Whenever a line contains the string "Sarto", copy it out of the entries.

> **Provided entries**:

* * * * * * * * *

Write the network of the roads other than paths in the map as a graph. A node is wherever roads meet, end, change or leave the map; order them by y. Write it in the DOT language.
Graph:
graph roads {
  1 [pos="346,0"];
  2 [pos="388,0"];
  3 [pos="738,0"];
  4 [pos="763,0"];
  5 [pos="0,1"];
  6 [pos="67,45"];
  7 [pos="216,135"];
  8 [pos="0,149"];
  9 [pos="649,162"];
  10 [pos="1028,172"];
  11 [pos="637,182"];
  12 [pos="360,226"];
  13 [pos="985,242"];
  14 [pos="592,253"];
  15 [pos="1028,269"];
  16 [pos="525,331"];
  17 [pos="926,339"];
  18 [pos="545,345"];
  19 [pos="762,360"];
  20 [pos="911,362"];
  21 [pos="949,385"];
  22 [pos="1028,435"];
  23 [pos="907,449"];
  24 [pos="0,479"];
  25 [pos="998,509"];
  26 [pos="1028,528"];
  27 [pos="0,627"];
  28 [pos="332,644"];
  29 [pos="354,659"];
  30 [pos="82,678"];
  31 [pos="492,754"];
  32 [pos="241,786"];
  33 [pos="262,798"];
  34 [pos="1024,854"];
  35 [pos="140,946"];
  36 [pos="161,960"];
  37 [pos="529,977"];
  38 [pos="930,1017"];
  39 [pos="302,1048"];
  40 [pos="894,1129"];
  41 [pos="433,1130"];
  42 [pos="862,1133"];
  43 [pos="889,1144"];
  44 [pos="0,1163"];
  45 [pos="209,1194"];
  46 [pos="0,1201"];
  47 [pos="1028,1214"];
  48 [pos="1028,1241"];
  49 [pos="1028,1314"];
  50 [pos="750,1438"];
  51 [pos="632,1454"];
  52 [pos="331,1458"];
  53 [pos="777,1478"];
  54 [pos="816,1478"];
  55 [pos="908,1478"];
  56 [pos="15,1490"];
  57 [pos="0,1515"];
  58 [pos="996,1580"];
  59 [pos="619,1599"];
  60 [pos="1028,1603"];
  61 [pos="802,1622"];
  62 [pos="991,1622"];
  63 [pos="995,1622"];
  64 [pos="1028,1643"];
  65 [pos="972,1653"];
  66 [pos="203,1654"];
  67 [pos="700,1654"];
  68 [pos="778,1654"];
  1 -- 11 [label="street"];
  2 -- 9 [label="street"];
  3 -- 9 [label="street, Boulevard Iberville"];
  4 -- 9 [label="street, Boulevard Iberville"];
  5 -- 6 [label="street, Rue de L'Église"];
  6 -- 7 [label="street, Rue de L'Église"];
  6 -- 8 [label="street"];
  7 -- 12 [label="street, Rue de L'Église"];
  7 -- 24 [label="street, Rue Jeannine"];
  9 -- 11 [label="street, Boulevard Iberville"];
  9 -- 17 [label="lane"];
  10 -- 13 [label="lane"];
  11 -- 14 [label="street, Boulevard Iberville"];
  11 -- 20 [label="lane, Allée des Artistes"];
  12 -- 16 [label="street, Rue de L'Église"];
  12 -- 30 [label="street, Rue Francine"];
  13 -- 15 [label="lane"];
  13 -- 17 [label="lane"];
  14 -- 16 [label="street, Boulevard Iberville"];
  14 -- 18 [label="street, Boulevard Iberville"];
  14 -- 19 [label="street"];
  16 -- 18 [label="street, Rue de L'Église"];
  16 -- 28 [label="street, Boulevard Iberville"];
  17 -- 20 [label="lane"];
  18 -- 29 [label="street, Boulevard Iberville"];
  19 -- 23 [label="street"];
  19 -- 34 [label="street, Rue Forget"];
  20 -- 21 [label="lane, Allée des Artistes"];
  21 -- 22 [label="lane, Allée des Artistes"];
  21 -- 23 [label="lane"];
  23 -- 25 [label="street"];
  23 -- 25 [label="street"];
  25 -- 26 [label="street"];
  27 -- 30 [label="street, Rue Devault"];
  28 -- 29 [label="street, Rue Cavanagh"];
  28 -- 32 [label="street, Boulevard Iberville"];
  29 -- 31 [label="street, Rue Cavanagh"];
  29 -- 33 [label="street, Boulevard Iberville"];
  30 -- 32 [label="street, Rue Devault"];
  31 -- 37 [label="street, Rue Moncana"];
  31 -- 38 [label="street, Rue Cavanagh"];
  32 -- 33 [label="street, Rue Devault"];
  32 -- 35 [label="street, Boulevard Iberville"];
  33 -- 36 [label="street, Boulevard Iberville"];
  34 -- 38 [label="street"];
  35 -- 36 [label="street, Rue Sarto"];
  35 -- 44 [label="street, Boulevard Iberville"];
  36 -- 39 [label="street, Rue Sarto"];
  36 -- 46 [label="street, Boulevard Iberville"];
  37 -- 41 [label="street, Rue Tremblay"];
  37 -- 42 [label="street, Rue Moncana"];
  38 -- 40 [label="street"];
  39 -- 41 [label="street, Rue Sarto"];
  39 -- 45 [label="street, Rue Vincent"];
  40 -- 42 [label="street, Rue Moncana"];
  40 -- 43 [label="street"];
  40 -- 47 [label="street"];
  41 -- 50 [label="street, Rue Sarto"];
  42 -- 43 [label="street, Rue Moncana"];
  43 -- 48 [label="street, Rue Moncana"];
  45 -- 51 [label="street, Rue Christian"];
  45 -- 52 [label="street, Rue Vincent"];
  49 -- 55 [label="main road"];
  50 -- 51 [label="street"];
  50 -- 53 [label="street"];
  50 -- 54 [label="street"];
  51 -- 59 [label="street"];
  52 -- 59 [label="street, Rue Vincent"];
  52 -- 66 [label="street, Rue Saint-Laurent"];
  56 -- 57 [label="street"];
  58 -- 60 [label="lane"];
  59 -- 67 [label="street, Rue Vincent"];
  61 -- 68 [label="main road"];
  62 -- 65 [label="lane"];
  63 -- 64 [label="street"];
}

* * * * * * * * *

> **Reply to the exercise**:
  35 -- 36 [label="street, Rue Sarto"];
  36 -- 39 [label="street, Rue Sarto"];
  39 -- 41 [label="street, Rue Sarto"];
  41 -- 50 [label="street, Rue Sarto"];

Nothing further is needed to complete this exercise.